Produit leader du port de Montoir, le soja représente toujours la grande majorité du tonnage vrac agro : 1,616 Mt sur les 1,815 Mt de cette catégorie. Ce produit est pourtant en recul de 14,9 % à Montoir, par rapport aux 1,902 Mt en 2008. « L’extrême variabilité des prix a encouragé les fabricants à formuler avec le moins de soja possible, constate Laurent Buvry, mais le soja demeure la reine des protéines. » Selon les analyses du port de Saint-Nazaire, les importations de soja ont globalement reculé d’environ 20 % sur le marché français et de 15 % sur la place portuaire ligérienne, ce qui représente une perte de 300 000 t. « Cette baisse a été plus modérée à Montoir-Saint-Nazaire, car le tourteau de soja non-OGM demeure une forte composante de ce trafic et une spécificité nantaise », poursuit le chef du service commercial du port.
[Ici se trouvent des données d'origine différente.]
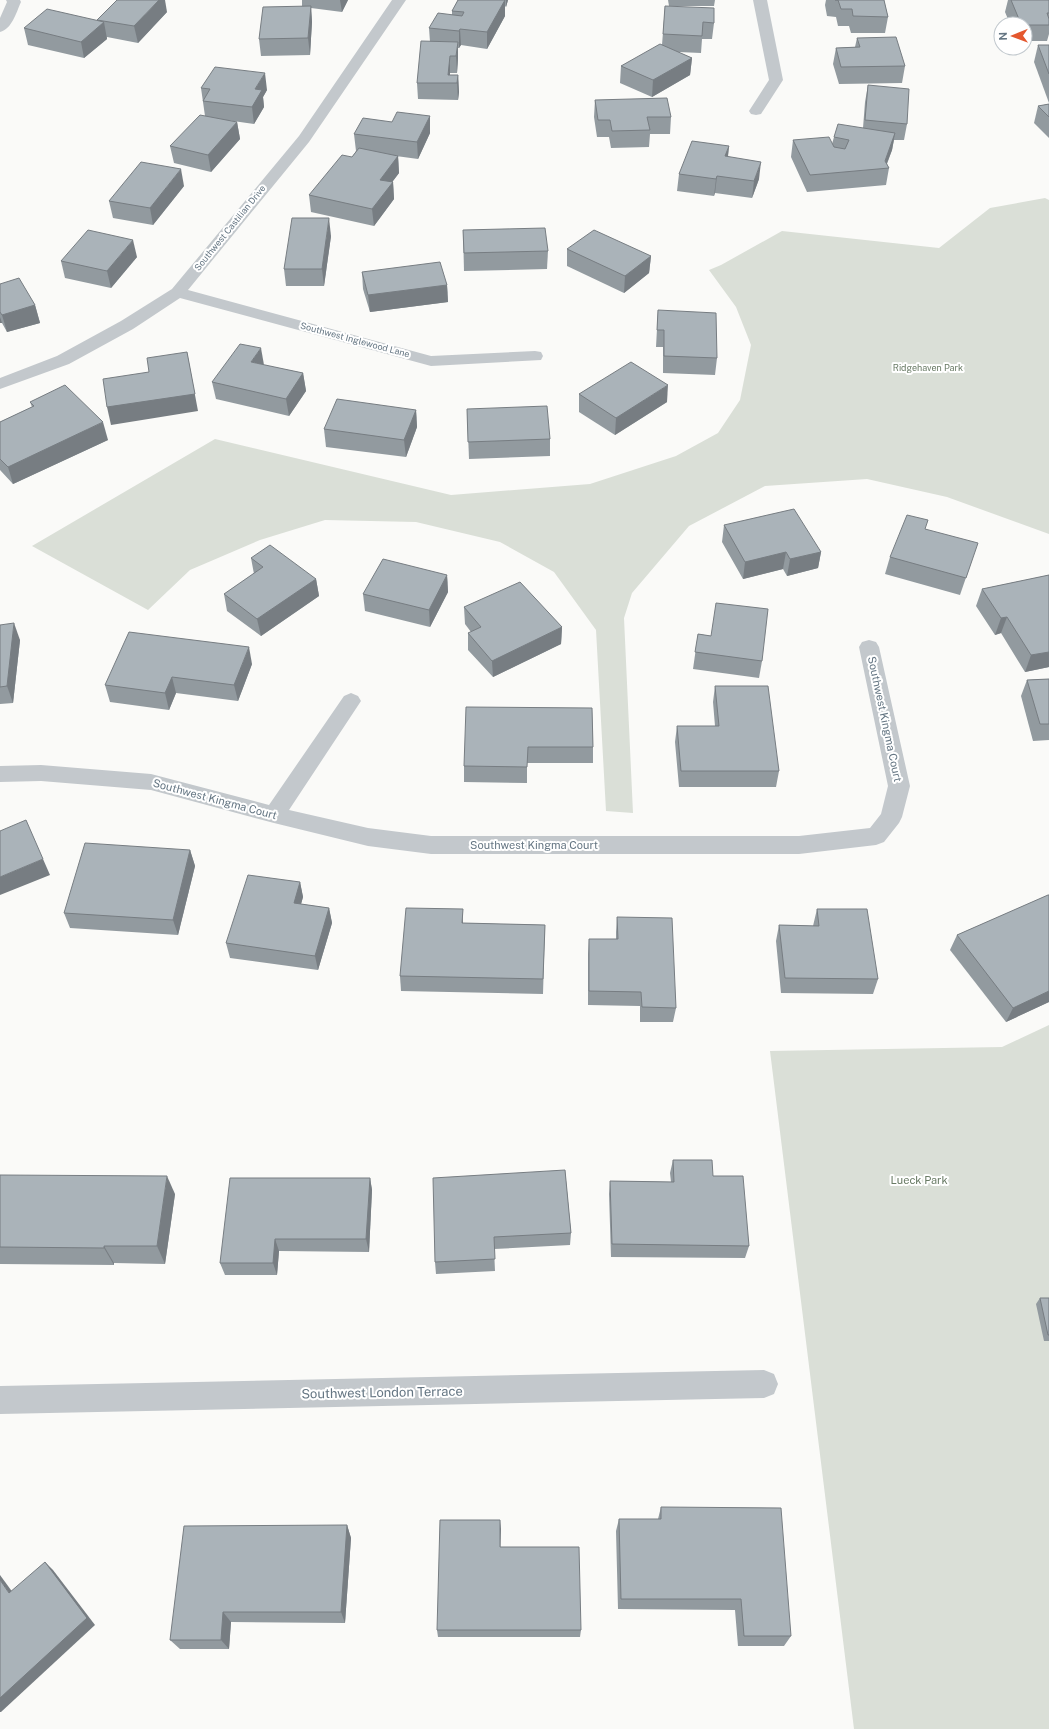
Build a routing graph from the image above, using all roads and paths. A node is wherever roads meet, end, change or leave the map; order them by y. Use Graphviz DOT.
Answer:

Sur 1 619 000 t de soja débarquées à Montoir, 387 000 sont non-OGM. Pour comparaison, Lorient fait 117 000 t dont 21 000 t sont non-OGM, Sète 180 000 t dont 42 000 en non-OGM, La Rochelle 40 000 t dont 1/3 de non-OGM. Nantes-Saint-Nazaire estime traiter une masse critique qui lui permet de continuer à développer ces filières : « Les ports qui ne traitent que quelques milliers voire dizaines de milliers de tonnes ne peuvent pas dédier des surfaces à ces trafics. C’est trop coûteux en terme d’immobilisation de surface », ajoute M. Buvry. L’évolution attendue de la législation européenne sur l’étiquetage, notamment des produits carnés, qui pourrait faire référence à l’alimentation du bétail, devrait avoir un impact positif sur ces filières soja.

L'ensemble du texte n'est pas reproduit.